How do you soldier on?! I love my husband. He is a good man. He just is not a great provider or a partner. He want's to help, but I don't need help. I can hire help(if I had the money). I need a partner. I need some respite from all the burdens. I need to not be responsible ultimately for EVERYTHING. I get told that I have a matyr complex and that I feel he doesn't do anything. I preface everything I say with what he is actually doing so that he knows that I am aware. I just need more in places that he is not good at.
Thanks for listening. I'm trying. that's it.
As you say your sentiment is
Submitted by Hermie40 (not verified) on
My DH is a good man too, he would do every TASK I asked him to do. The burden of responsibility was still all me; I had to be the one to initiate everything--from going out to dinner, sex, cleanup day in the garage, whatever. Would he do "it" if I mentioned it and spelled out what was needed? You bet. But if I didn't initiate "it," think of "it" or plan how "it" was going to happen, it didn't happen. He was a sidekick from a movie who looked up to say "What we gonna do new, boss?" I'm a strong woman, but, man could he just show me he could take care of me--really take care of me--once in a while? My secondary needs are emotional intimacy and support, neither of which were met even though he's a "feeler" personality. Heck, I was even responsible for my own needs, which unfortunately I was never successful at communicating to him. Like you, I spent 20 years doing these things, most of which was unrecognizable pattern to me at the time.
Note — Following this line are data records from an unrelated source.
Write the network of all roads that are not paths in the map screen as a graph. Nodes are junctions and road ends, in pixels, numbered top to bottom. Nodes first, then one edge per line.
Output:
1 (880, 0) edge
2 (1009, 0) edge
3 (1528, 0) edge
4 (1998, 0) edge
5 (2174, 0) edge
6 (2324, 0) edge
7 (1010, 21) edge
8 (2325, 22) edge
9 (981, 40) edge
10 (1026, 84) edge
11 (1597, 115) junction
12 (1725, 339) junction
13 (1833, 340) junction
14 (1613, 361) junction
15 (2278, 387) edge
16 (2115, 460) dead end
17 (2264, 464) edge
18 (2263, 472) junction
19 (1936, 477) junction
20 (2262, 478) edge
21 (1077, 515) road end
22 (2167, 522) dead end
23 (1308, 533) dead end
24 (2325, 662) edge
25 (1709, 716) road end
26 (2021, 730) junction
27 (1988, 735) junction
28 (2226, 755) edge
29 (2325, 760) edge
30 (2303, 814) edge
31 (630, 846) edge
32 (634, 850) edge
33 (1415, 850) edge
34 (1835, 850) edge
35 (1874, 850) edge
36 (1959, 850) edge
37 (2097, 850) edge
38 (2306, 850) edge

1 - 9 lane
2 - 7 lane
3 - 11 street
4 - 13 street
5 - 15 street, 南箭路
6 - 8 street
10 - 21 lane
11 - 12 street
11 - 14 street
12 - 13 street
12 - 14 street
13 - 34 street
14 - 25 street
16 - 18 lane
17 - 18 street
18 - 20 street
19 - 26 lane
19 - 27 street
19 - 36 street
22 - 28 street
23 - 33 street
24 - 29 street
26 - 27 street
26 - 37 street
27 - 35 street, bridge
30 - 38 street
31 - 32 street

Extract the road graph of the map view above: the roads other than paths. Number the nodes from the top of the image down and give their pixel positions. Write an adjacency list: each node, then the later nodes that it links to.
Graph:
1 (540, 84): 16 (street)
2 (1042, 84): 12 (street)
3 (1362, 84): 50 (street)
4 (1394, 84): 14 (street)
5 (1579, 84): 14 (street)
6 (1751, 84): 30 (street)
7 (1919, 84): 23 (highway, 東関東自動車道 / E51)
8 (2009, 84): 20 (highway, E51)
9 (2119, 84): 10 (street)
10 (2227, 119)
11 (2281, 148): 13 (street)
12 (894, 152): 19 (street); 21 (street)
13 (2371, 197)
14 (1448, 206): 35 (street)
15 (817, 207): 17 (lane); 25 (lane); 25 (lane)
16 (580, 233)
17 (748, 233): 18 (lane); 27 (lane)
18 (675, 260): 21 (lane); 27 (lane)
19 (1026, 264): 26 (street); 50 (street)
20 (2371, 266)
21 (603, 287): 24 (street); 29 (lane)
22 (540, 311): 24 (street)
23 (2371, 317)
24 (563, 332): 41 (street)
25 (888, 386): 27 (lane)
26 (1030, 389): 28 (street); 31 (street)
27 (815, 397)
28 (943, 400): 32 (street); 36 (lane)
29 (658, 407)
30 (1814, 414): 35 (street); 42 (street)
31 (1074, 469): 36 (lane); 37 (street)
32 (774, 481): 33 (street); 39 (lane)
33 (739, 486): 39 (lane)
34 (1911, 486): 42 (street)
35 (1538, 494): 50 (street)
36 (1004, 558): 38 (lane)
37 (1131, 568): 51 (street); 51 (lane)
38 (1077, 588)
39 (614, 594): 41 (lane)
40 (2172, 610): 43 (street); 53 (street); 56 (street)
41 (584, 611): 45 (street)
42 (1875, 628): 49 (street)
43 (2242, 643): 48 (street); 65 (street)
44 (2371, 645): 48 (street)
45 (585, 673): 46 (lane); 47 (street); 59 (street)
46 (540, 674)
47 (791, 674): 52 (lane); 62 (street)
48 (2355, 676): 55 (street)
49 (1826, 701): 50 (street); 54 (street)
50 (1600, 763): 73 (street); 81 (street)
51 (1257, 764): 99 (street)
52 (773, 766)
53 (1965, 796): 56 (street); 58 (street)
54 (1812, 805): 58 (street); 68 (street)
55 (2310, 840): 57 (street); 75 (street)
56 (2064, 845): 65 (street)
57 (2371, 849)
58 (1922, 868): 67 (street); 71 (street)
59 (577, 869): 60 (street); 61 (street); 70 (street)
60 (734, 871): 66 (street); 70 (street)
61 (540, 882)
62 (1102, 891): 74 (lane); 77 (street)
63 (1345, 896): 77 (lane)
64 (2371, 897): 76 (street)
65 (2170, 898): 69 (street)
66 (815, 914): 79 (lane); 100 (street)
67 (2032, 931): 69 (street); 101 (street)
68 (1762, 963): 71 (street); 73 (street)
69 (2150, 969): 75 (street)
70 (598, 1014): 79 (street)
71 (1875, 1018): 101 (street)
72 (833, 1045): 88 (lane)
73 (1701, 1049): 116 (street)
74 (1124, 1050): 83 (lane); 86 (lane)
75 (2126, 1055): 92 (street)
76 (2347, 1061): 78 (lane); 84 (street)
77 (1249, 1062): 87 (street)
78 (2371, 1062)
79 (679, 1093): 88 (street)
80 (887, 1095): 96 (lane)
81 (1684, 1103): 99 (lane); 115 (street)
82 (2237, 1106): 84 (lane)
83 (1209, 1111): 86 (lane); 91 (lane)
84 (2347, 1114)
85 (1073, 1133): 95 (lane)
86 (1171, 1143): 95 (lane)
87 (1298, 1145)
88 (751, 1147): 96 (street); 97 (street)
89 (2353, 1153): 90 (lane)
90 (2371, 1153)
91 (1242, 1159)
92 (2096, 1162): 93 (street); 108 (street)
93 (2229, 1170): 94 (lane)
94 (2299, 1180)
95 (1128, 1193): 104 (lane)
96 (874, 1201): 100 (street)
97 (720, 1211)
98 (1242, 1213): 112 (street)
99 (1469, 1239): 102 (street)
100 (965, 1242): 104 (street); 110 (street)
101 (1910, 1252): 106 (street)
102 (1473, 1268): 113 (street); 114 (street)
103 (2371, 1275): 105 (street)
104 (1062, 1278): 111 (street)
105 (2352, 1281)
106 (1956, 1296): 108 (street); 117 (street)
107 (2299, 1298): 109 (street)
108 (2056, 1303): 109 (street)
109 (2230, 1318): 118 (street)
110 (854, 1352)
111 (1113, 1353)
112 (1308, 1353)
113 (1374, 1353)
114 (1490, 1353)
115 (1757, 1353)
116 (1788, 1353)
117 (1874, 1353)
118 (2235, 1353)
It has been often said that the basic needs of women is what is referred to as "security." Am I and my family going to be ok with this guy? Provider & protector--that's who and what we need, the experts say. I didn't realize until too late that my basic needs were not being met for a very long time, if ever. I think I had the illusion of it because I believed he was that guy, but it turned out he wasn't. I think this is the bait and switch so many feel they've been through. Yes my DH is a hard worker but the things he can/likes/is good at/ don't pay enough to live on. I now believe this tore at my perspective of him over the years, eroding my ability to support his basic need to be accepted and approved of. I don't know if I knew it at the time, but either way I think I waited too long to realize I needed to find a way to bolster my respect for him, which translates into acceptance and approval for him. Our relationship deteriored way too fast to regain a foothold, especially since my needs were still unattended and the cycle snowballed until we recently parted ways. The more my needs were left lacking, the more I was incapable of supporting his, and the reciprocal is true for him. Now that Im reading my own words, it becomes clear why ADHD relationships are just so darn hard. Each party has to battle through unmet basic needs. And what's worse, the results feed off of each other, chewing up and spitting out well-intended and well-fought relationships.
This is EXCACTLY it. My
Submitted by avcland on
This is EXCACTLY it. My husband does not want to use medication because he doesn't want to rely on anything for the rest of his life. HE barely acknowledges that the diagnosis at all. It chews you hard and spits you out because I'm tired! I'm tired of being tired. I'm tired of understanding, and being told that I'm not understanding enough. I'm tired of trying to listen, and feeling like he can barely support us and where would we be if I just broke my leg or something. I am loosing a lot of respect for him which I can feel is deadly. I am so alone because I don't want to spread his business to people who may not understand. I try to protect our relationship. But I'm getting tired.